Ia pernah dikejar-kejar oleh suku yang masih saja menganggap bahwa orang asing di luar sukunya adalah makanan, suku yang menganggap orang asing di luar sukunya adalah musuh, dan suku yang menganggap bahwa orang asing di luar sukunya adalah pembawa bencana. Tak jarang ia harus berlari dan bersembunyi, menyelam ke dalam sungai dan memanjat sambil berharap tak ada yang menemukannya sebelum ia melarikan diri. Memang tak sedikit desa dengan suku yang menerimanya dengan baik, tapi tak pernah ada anggota suku yang menerimanya dengan senyum sekentara itu. Tak pernah ada.

Senyum sekalipun kadang membawa pertanda buruk.

“Baguslah. Saya sempat mengira anda salah satu warga kami yang mencoba bunuh diri—“ sempat ada jeda disana sebelum samar-samar laki-laki itu menangkap kata lagi. “Berapa umur anda kalau saya boleh tahu?”
Laki-laki itu mengerutkan dahinya, entah sudah keberapa kalinya sejak ia membuka mata tadi. “27 tahun, kemarin, jika aku benar-benar tertidur selama dua hari setelah tanggal 4.”

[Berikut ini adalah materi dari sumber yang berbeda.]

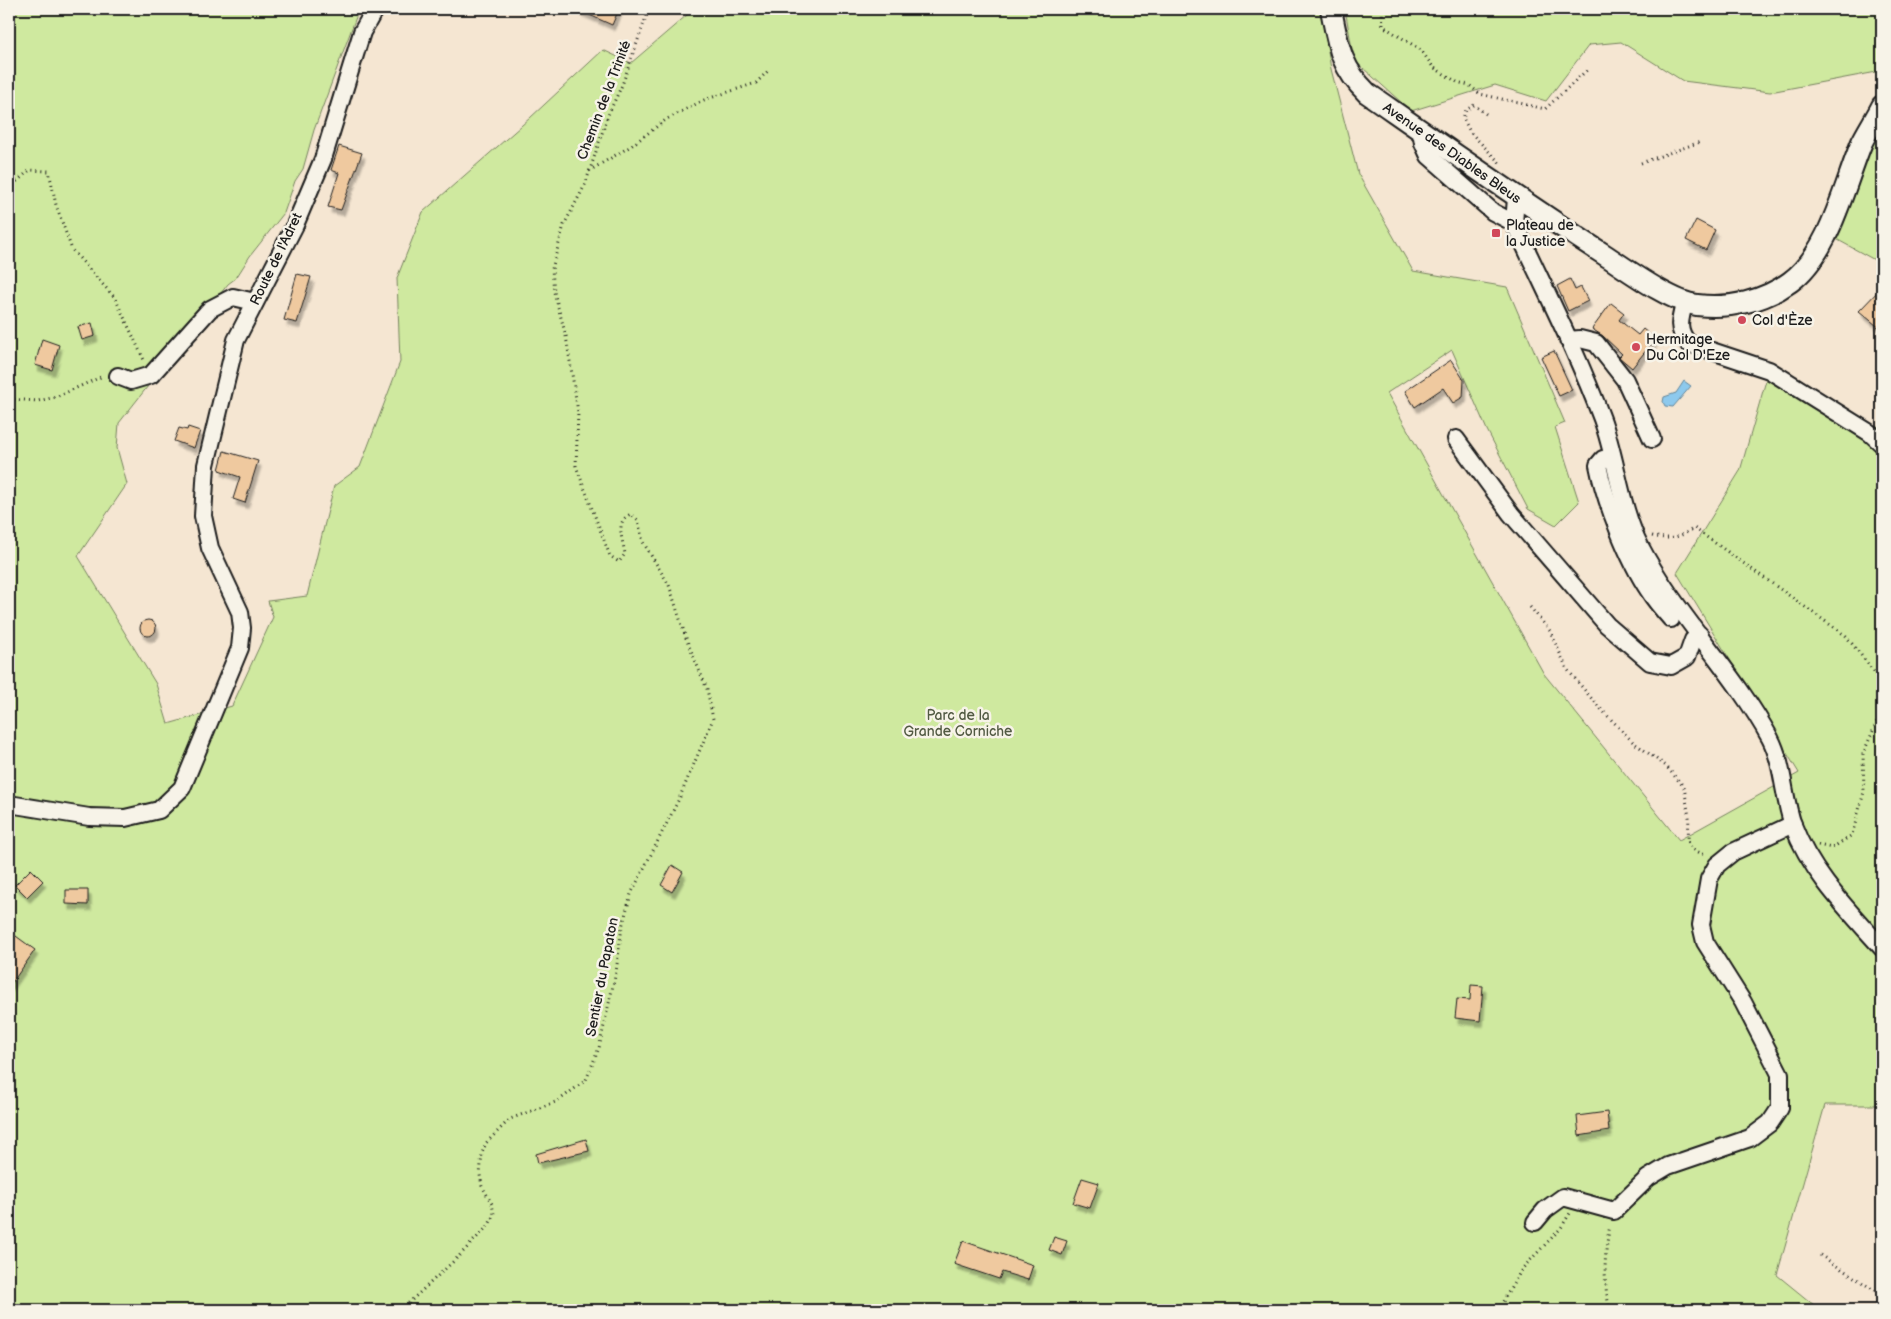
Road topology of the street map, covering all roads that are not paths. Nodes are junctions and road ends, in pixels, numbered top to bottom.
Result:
1 (375, 9) edge
2 (1331, 9) edge
3 (1882, 106) edge
4 (1421, 131) junction
5 (1516, 198) junction
6 (1514, 223) junction
7 (255, 302) junction
8 (1685, 302) junction
9 (1568, 340) junction
10 (118, 376) road end
11 (1456, 439) dead end
12 (1652, 440) dead end
13 (1882, 444) edge
14 (1612, 457) junction
15 (1671, 619) dead end
16 (1700, 635) junction
17 (9, 804) edge
18 (1793, 824) junction
19 (1882, 948) edge
20 (1535, 1222) dead end

1 - 7 street, Route de l'Adret
2 - 4 main road, Avenue des Diables Bleus
3 - 8 main road, Avenue des Diables Bleus
4 - 5 main road, Avenue des Diables Bleus
4 - 6 street
5 - 6 street
5 - 8 main road, Avenue des Diables Bleus
6 - 9 street
7 - 10 street
7 - 17 street, Route de l'Adret
8 - 13 street
9 - 12 street
9 - 14 street
11 - 16 street
14 - 15 street
14 - 16 street
16 - 18 street
18 - 19 street
18 - 20 street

“Ah—“ laki-laki itu yakin ia sempat menangkap binar di mata laki-laki paruh baya yang sedang mengajaknya berbicara. Apa istimewanya dari usia 27 tahun yang terlewat sehari karena terguling-guling di jurang dan pingsan selama 2 hari. “Selamat kalau begitu. Jarang sekali warga di desa ini yang bisa merayakan ulangtahun seperti anda,” tangannya terulur dan demi kesopanan, laki-laki itu membalasnya.

“Aku rasa tak akan ada yang mau merayakan ulangtahun dengan terlelap setelah jatuh dari jurang.”

Laki-laki paruh baya itu bangkit. “Tidak, saya rasa akan ada orang yang rela menjadi seperti anda walaupun harus jatuh dari jurang,” setelah mengucapkan sampai jumpa dan menyampaikan kalau akan ada seorang dokter yang datang, laki-laki paruh baya itu berbalik, meninggalkan laki-laki yang terbaring di atas kasur dan kakek tua yang berdiri di sudut dinding.

“Apakah dia yang kau maksud dengan berhati-hati kek?” tanya laki-laki itu, dagunya menunjuk pintu yang terbuka lebar, setelah laki-laki paruh baya itu pergi. “Dia tampak tidak benar-benar baik.”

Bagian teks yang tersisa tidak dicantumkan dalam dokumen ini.